▶ _EXERCISE INSTRUCTIONS_: Count the lines in the entries below that mention the string "Louis", then write that number by itself.

▶ _Source records_:
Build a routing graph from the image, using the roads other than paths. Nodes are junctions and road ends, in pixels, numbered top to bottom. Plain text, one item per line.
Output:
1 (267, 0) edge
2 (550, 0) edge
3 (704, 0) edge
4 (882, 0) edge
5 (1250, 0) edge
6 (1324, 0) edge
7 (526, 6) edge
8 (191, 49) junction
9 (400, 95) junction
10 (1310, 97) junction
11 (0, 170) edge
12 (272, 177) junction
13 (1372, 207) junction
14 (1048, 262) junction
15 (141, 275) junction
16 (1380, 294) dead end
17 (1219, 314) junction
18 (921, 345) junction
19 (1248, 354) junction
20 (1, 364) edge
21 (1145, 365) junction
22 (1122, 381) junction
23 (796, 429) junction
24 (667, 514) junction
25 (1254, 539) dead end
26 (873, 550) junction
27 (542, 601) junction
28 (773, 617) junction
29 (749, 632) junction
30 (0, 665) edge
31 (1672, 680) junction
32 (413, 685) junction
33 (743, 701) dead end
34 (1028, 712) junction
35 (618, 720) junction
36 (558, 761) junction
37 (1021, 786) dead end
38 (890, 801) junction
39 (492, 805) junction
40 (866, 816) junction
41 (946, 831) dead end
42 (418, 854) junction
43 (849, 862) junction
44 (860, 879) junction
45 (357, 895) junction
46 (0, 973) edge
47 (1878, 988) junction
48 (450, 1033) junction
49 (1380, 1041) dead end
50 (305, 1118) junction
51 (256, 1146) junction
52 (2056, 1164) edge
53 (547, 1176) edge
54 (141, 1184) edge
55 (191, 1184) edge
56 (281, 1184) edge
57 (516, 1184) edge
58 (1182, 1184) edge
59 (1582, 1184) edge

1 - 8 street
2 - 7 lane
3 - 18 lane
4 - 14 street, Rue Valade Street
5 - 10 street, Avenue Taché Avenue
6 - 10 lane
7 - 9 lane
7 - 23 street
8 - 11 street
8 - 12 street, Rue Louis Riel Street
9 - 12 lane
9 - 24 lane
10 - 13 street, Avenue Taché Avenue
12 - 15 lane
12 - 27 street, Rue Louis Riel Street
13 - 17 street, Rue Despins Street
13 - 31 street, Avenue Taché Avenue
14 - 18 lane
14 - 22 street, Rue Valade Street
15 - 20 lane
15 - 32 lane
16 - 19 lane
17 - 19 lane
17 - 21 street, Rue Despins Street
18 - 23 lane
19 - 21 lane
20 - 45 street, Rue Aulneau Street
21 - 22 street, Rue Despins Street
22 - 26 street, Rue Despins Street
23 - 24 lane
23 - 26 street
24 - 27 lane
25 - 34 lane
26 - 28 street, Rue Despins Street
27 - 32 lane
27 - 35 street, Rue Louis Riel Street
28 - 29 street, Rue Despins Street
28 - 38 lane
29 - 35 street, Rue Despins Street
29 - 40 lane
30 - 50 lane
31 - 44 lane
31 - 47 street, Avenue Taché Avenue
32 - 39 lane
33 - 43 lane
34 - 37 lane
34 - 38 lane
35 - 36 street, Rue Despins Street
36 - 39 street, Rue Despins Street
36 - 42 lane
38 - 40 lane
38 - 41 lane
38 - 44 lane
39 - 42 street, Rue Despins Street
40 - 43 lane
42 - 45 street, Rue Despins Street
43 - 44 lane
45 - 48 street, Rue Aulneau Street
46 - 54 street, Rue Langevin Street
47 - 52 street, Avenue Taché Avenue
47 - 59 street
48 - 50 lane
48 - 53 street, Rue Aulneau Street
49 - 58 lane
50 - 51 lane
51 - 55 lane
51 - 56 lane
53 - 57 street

▶ _EXERCISE OUTPUT_: 3